Segment Open
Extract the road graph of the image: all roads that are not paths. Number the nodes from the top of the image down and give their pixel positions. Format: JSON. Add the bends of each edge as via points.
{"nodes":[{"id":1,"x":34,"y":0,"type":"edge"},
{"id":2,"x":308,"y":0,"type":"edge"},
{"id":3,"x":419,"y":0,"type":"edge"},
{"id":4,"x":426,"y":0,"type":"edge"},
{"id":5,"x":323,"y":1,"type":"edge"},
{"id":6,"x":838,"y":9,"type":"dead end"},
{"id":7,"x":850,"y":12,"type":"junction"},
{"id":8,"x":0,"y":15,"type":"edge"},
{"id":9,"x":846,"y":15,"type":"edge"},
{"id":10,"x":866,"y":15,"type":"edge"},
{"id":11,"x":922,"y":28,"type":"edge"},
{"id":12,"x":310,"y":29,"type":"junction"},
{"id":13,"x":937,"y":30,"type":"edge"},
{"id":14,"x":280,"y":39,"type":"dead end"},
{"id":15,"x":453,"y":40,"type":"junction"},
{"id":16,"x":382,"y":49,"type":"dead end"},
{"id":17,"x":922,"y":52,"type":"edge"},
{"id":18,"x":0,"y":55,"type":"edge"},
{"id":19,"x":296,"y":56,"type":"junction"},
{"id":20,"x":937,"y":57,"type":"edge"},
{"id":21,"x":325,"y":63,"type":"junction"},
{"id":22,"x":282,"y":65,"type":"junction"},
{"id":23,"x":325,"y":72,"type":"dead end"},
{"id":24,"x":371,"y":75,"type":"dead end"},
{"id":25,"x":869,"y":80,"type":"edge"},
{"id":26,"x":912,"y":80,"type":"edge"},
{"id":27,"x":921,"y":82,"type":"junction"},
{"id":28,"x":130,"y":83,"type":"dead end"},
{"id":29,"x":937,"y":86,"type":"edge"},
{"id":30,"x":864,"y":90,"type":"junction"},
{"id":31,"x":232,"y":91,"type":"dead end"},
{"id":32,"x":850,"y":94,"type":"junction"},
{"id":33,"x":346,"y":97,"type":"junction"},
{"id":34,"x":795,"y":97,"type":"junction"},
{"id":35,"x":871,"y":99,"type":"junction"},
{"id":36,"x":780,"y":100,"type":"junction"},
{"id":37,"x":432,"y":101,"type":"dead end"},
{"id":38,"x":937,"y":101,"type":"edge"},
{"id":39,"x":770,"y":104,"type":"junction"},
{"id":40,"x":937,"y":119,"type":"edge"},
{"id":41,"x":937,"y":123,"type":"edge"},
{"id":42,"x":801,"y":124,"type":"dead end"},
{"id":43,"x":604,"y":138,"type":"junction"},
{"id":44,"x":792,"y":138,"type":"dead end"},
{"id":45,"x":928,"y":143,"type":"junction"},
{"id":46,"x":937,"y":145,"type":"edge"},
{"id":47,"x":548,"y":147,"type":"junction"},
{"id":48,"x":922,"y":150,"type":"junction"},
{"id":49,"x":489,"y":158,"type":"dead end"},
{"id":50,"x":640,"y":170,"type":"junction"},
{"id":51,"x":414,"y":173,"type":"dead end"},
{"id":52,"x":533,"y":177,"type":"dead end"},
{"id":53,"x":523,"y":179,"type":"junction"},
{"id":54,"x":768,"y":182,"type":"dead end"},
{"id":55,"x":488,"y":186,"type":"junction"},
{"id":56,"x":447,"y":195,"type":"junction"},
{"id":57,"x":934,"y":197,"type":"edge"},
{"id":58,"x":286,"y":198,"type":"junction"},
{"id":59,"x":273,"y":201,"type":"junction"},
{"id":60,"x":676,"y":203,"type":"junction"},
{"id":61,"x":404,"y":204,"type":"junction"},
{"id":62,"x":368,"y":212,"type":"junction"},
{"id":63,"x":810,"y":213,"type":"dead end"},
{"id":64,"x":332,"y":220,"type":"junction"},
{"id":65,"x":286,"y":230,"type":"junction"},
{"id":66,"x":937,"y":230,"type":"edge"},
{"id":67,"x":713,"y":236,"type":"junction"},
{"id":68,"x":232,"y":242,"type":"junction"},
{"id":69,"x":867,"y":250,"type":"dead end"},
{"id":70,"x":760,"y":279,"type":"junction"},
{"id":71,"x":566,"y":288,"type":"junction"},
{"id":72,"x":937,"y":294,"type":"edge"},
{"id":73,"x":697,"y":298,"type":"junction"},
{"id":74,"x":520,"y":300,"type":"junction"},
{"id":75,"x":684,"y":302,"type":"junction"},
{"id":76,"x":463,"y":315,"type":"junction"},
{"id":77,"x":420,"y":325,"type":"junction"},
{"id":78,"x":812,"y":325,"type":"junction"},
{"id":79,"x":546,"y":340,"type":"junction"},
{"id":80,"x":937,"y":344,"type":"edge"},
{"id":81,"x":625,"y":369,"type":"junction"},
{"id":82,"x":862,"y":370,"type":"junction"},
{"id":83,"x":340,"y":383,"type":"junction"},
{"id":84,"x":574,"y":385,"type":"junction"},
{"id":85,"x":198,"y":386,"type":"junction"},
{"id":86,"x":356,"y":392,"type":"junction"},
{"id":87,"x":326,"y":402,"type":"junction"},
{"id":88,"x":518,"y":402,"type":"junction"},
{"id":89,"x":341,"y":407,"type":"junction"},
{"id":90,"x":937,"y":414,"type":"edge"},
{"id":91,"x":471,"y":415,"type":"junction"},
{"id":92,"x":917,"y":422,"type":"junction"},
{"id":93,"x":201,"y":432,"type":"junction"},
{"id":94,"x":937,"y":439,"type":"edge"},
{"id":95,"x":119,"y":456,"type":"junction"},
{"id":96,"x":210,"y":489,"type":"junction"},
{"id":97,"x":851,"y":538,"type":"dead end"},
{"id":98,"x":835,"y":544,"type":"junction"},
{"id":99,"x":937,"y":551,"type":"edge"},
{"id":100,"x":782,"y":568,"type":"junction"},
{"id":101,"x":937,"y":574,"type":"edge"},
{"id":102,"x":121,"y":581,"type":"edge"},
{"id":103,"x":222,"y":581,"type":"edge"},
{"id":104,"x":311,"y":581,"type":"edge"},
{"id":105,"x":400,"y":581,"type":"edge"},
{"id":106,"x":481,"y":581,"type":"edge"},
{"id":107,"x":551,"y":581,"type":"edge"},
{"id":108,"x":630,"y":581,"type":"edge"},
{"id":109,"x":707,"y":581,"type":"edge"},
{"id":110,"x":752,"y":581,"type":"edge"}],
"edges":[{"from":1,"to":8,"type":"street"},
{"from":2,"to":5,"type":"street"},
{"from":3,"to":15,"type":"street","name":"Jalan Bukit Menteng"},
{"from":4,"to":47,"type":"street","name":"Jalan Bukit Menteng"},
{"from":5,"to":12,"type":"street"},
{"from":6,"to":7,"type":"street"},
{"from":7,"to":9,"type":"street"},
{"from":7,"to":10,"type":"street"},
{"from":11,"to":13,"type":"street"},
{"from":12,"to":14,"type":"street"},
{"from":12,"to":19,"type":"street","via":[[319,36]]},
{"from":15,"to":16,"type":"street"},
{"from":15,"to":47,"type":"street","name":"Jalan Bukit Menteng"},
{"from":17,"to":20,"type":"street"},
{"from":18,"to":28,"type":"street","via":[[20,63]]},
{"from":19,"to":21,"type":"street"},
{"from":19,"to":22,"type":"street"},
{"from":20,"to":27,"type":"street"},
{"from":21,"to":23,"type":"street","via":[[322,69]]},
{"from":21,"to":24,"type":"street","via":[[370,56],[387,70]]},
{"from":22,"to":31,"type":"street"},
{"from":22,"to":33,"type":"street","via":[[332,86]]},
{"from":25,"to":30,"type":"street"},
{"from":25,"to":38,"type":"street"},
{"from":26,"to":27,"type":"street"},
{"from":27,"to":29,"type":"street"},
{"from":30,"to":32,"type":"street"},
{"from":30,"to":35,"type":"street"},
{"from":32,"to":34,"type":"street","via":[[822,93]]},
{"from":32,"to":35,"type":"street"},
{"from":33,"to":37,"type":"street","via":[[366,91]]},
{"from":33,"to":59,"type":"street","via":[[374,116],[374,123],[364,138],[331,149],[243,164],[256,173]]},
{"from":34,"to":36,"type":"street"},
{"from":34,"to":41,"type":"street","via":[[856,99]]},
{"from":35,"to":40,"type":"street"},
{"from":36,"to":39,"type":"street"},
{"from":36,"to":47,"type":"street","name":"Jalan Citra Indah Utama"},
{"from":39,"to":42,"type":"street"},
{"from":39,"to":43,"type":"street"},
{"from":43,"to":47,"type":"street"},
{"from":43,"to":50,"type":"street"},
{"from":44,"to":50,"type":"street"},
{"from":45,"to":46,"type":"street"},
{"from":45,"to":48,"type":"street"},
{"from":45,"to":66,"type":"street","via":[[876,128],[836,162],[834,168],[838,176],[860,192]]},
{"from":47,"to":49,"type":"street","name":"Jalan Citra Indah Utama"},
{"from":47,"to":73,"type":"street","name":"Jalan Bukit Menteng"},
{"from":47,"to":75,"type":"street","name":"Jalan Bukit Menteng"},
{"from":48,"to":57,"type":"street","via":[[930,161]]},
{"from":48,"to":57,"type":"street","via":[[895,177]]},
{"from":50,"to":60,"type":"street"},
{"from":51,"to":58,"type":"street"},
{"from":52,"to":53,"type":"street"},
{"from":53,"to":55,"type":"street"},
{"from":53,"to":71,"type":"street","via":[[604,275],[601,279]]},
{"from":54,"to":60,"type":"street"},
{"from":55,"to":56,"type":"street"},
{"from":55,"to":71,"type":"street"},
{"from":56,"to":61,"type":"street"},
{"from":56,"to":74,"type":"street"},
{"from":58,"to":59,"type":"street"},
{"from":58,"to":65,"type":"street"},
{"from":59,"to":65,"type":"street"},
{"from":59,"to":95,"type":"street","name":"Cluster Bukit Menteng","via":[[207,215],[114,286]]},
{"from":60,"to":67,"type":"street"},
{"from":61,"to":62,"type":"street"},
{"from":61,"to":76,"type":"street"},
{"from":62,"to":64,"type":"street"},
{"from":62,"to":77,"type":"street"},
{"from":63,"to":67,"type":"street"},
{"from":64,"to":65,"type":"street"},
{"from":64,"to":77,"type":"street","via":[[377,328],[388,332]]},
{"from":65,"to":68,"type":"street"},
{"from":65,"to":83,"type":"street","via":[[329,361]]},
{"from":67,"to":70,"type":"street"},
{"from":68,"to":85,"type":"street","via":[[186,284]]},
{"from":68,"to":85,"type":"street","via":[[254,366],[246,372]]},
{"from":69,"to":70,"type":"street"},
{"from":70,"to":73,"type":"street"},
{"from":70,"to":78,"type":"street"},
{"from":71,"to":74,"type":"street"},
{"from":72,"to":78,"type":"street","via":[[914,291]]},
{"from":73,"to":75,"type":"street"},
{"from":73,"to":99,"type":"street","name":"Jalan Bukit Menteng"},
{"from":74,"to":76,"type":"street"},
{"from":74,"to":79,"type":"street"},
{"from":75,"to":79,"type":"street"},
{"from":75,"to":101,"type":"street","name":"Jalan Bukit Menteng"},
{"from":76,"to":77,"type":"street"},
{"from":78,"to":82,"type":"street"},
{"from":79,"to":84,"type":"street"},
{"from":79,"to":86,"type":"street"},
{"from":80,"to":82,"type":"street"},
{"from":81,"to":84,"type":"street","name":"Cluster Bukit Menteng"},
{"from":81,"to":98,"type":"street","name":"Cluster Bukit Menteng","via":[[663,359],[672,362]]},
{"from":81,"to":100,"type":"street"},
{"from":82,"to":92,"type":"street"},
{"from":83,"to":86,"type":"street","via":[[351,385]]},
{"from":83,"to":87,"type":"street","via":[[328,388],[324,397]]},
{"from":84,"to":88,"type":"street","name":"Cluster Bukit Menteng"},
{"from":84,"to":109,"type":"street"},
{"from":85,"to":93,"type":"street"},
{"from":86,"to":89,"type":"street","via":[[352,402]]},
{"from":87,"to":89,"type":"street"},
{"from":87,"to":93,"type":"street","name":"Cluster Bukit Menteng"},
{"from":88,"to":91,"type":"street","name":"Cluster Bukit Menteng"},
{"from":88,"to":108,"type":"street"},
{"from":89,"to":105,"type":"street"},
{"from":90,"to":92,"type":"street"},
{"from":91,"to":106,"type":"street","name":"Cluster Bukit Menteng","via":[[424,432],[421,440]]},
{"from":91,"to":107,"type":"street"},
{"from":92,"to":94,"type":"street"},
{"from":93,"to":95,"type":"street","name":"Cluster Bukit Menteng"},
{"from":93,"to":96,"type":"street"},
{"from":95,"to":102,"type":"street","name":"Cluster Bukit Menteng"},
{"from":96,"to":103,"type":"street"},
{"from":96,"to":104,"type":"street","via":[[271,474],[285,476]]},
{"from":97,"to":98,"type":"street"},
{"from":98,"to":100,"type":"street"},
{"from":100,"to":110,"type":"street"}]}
Segment Closed
**WHAT NEEDS TO BE DONE**.
Looking at the listing above, which lines hold "nodes"? Copy every such line.

**TASK RESPONSE**.
Extract the road graph of the image: all roads that are not paths. Number the nodes from the top of the image down and give their pixel positions. Format: JSON. Add the bends of each edge as via points.
{"nodes":[{"id":1,"x":34,"y":0,"type":"edge"},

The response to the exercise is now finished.